Tangela Harris—Remembering a Fierce Midwife of Justice

TangelaBy Lindsay Airey

The white fathers told us, I think therefore I am; and the black mothers in each of us—the poet—whispers in our dreams, I feel therefore I can be free.
Audre Lorde

Tangela. Dear, fierce and tender Tangela. I just heard the news. I don’t even know how you died. I just got word pouring in over social media. 40 years old. How can you be dead? How can it be true?

Mind racing with questions. And tears. Tears and tears and tears. How can it be so? You were so ALIVE! Oh, and the children. The babies who must be grieving your loss. You were so beloved. So depended upon. So ready to respond in the time of need. So true a human. Oh, and how great were the burdens you carried. Rest now, dear Sister. Though our tears and cries long to bring you back, to fill the great void you have left.

I remember (so clearly!) first meeting you. Your face so bright, so full of life and energy—of urgency. A woman of great fierceness and awareness, matched only by deep feeling and a spirit that shone true.

You embraced me, quite literally, on that first meeting of ours. One of the first true embraces I felt, outsider I am to this place, your place, to this struggle, your struggle. But you courageously reached past the exterior—past my white, outsider face. You reached deep inside me and touched my spirit—a powerful encounter the spirit does not soon forget. You saw me—and let me see you. What gift.

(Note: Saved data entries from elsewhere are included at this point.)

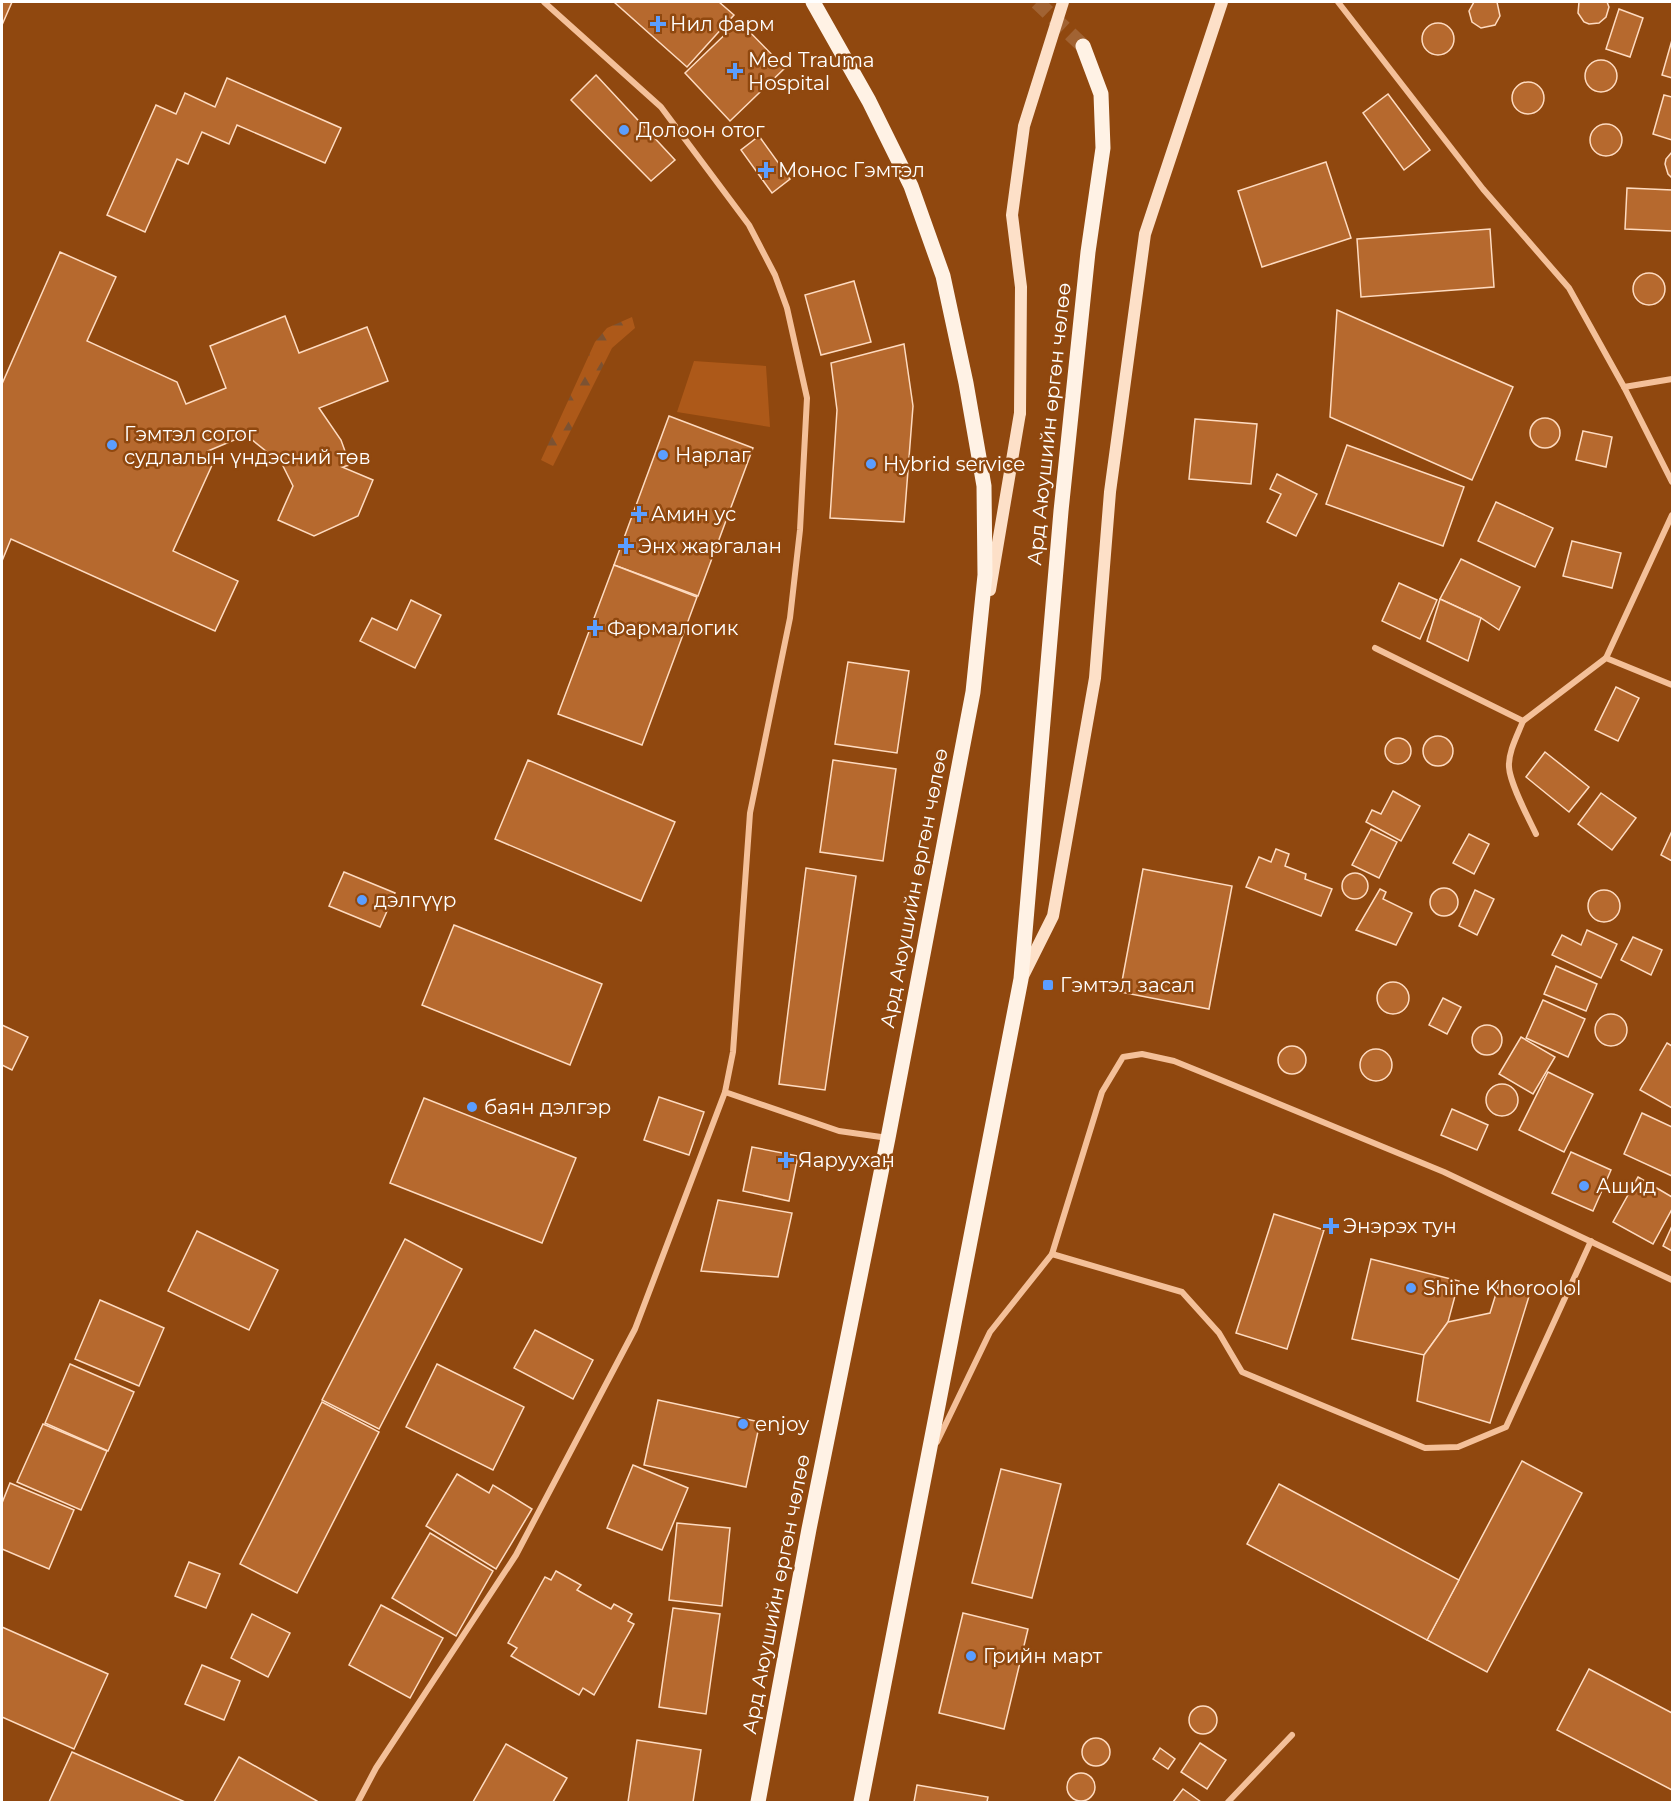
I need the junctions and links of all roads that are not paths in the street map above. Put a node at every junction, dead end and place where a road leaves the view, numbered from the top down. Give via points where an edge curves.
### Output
1 (544, 2) edge
2 (813, 2) edge
3 (1062, 2) edge
4 (1222, 2) edge
5 (1338, 2) edge
6 (1083, 46) tunnel mouth
7 (1672, 379) edge
8 (1624, 387) junction
9 (1672, 482) edge
10 (1672, 515) edge
11 (1375, 648) dead end
12 (1606, 658) junction
13 (1672, 685) edge
14 (973, 692) junction
15 (1523, 721) junction
16 (1536, 834) dead end
17 (1021, 979) junction
18 (725, 1092) junction
19 (888, 1138) junction
20 (1591, 1241) junction
21 (1052, 1254) junction
22 (1672, 1280) edge
23 (928, 1462) junction
24 (1292, 1735) dead end
25 (357, 1803) edge
26 (758, 1803) edge
27 (861, 1803) edge
28 (1228, 1803) edge

1 - 18 street via 661,106 749,225 787,308 807,398 800,530 791,607 750,813 733,1052
2 - 14 main road, Ард Аюушийн өргөн чөлөө via 911,186 943,276 984,486 985,575
3 - 14 main road, bridge via 1024,126 1012,215 1021,287 1020,413
4 - 17 main road via 1145,234 1110,492 1095,678 1053,916
5 - 8 street via 1483,189 1569,288
6 - 17 main road, Ард Аюушийн өргөн чөлөө via 1101,94 1103,148 1061,511
7 - 8 street
8 - 9 street
10 - 12 street
11 - 15 street
12 - 13 street
12 - 15 street
14 - 19 main road, Ард Аюушийн өргөн чөлөө
15 - 16 street via 1509,767
17 - 23 main road, Ард Аюушийн өргөн чөлөө
18 - 19 street via 839,1131
18 - 25 street via 635,1329 516,1555
19 - 26 main road, Ард Аюушийн өргөн чөлөө
20 - 21 street via 1444,1172 1185,1065 1142,1054 1123,1057 1102,1092
20 - 21 street via 1506,1427 1458,1447 1425,1448 1242,1372 1219,1333 1182,1292
20 - 22 street
21 - 23 street via 990,1332
23 - 27 main road, Ард Аюушийн өргөн чөлөө
24 - 28 street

I came in to be trained that day on the Water Rights Hotline—but you gave me far more than I had bargained for. I thought I would be trained in logistics and mechanics and procedures—but you gave me stories. With a fierce urgency in your eyes, you gave me yourself, inseparable from this fight. But you did not stop at anger and analysis, so often the safe meeting place for strangers in struggle—a strange dance we do, indeed. No, you asked questions and told stories intended for transformation—not the same old venting ones, nor the detached-overload-of-information ones. Indeed, dear Sister, you transformed me that day. With your intention, you brought tears to my eyes, and your stories continue to do their work—to call me out, at the same time they go about inviting and embracing me to share in struggle. To find my place in this fight.

I will invoke your spirit now every time I think real transformation feels impossible–amidst this ever-growing present darkness. You showed me it was not. You showed me we can all become alive and empowered enough to break past the barriers, within and without, which keep us from unleashing a love-waging force on this planet. From sounding forth a clarion call for a new world, a better world—starting with getting real about the mess we’ve made of this one, especially we white-faced settler descendants. Indeed, dear Sister, we need this spirit of yours now more than ever.

Rest in power. May those of us left behind continue your work. May we #wagelove worthy of you.